*** Opening Data under study ***

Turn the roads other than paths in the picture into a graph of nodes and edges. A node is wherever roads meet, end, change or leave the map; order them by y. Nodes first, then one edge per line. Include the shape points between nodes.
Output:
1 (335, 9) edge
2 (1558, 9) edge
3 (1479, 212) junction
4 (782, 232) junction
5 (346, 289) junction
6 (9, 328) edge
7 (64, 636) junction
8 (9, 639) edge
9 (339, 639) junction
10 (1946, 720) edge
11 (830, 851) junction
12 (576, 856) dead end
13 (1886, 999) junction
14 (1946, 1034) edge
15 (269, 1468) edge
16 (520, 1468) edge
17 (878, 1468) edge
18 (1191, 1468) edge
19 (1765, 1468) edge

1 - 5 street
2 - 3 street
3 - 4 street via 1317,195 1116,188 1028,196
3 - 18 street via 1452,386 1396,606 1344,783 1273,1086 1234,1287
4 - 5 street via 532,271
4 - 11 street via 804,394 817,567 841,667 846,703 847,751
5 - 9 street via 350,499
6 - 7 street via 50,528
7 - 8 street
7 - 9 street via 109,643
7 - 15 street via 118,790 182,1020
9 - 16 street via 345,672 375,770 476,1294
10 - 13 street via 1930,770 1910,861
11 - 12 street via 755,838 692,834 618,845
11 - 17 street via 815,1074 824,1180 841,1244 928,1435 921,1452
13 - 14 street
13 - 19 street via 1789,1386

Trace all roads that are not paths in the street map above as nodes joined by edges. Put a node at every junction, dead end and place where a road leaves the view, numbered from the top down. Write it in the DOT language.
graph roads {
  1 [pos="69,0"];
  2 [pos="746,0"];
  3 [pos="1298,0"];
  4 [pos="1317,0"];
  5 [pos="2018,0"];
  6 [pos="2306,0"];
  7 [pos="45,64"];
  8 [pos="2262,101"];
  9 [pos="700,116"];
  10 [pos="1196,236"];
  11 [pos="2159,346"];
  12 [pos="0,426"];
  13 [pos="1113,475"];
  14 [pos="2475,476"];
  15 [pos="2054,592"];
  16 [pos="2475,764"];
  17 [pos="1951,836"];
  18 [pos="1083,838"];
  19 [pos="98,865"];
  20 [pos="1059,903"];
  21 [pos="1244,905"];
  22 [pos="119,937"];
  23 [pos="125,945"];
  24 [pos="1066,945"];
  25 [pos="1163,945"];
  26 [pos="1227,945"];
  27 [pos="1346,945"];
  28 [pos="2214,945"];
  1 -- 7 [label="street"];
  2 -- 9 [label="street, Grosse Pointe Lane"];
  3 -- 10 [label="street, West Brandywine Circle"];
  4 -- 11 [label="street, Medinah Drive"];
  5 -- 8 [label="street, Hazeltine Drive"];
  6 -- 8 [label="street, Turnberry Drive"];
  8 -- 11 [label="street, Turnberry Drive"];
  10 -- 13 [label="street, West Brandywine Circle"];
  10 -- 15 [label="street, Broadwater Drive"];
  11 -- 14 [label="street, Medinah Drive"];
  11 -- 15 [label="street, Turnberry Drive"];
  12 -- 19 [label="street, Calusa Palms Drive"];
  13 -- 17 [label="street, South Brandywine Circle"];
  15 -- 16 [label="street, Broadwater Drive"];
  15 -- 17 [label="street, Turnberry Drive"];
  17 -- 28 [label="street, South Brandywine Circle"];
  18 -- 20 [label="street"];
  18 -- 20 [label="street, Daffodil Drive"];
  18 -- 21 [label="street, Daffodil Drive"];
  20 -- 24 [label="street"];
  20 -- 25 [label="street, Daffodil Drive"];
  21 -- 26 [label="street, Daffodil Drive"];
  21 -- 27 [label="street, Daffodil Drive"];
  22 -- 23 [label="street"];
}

*** Closing Data under study ***

## Task to complete:
Would you please repeat the entire listing above exactly?

## Response below:
Turn the roads other than paths in the picture into a graph of nodes and edges. A node is wherever roads meet, end, change or leave the map; order them by y. Nodes first, then one edge per line. Include the shape points between nodes.
Output:
1 (335, 9) edge
2 (1558, 9) edge
3 (1479, 212) junction
4 (782, 232) junction
5 (346, 289) junction
6 (9, 328) edge
7 (64, 636) junction
8 (9, 639) edge
9 (339, 639) junction
10 (1946, 720) edge
11 (830, 851) junction
12 (576, 856) dead end
13 (1886, 999) junction
14 (1946, 1034) edge
15 (269, 1468) edge
16 (520, 1468) edge
17 (878, 1468) edge
18 (1191, 1468) edge
19 (1765, 1468) edge

1 - 5 street
2 - 3 street
3 - 4 street via 1317,195 1116,188 1028,196
3 - 18 street via 1452,386 1396,606 1344,783 1273,1086 1234,1287
4 - 5 street via 532,271
4 - 11 street via 804,394 817,567 841,667 846,703 847,751
5 - 9 street via 350,499
6 - 7 street via 50,528
7 - 8 street
7 - 9 street via 109,643
7 - 15 street via 118,790 182,1020
9 - 16 street via 345,672 375,770 476,1294
10 - 13 street via 1930,770 1910,861
11 - 12 street via 755,838 692,834 618,845
11 - 17 street via 815,1074 824,1180 841,1244 928,1435 921,1452
13 - 14 street
13 - 19 street via 1789,1386

Trace all roads that are not paths in the street map above as nodes joined by edges. Put a node at every junction, dead end and place where a road leaves the view, numbered from the top down. Write it in the DOT language.
graph roads {
  1 [pos="69,0"];
  2 [pos="746,0"];
  3 [pos="1298,0"];
  4 [pos="1317,0"];
  5 [pos="2018,0"];
  6 [pos="2306,0"];
  7 [pos="45,64"];
  8 [pos="2262,101"];
  9 [pos="700,116"];
  10 [pos="1196,236"];
  11 [pos="2159,346"];
  12 [pos="0,426"];
  13 [pos="1113,475"];
  14 [pos="2475,476"];
  15 [pos="2054,592"];
  16 [pos="2475,764"];
  17 [pos="1951,836"];
  18 [pos="1083,838"];
  19 [pos="98,865"];
  20 [pos="1059,903"];
  21 [pos="1244,905"];
  22 [pos="119,937"];
  23 [pos="125,945"];
  24 [pos="1066,945"];
  25 [pos="1163,945"];
  26 [pos="1227,945"];
  27 [pos="1346,945"];
  28 [pos="2214,945"];
  1 -- 7 [label="street"];
  2 -- 9 [label="street, Grosse Pointe Lane"];
  3 -- 10 [label="street, West Brandywine Circle"];
  4 -- 11 [label="street, Medinah Drive"];
  5 -- 8 [label="street, Hazeltine Drive"];
  6 -- 8 [label="street, Turnberry Drive"];
  8 -- 11 [label="street, Turnberry Drive"];
  10 -- 13 [label="street, West Brandywine Circle"];
  10 -- 15 [label="street, Broadwater Drive"];
  11 -- 14 [label="street, Medinah Drive"];
  11 -- 15 [label="street, Turnberry Drive"];
  12 -- 19 [label="street, Calusa Palms Drive"];
  13 -- 17 [label="street, South Brandywine Circle"];
  15 -- 16 [label="street, Broadwater Drive"];
  15 -- 17 [label="street, Turnberry Drive"];
  17 -- 28 [label="street, South Brandywine Circle"];
  18 -- 20 [label="street"];
  18 -- 20 [label="street, Daffodil Drive"];
  18 -- 21 [label="street, Daffodil Drive"];
  20 -- 24 [label="street"];
  20 -- 25 [label="street, Daffodil Drive"];
  21 -- 26 [label="street, Daffodil Drive"];
  21 -- 27 [label="street, Daffodil Drive"];
  22 -- 23 [label="street"];
}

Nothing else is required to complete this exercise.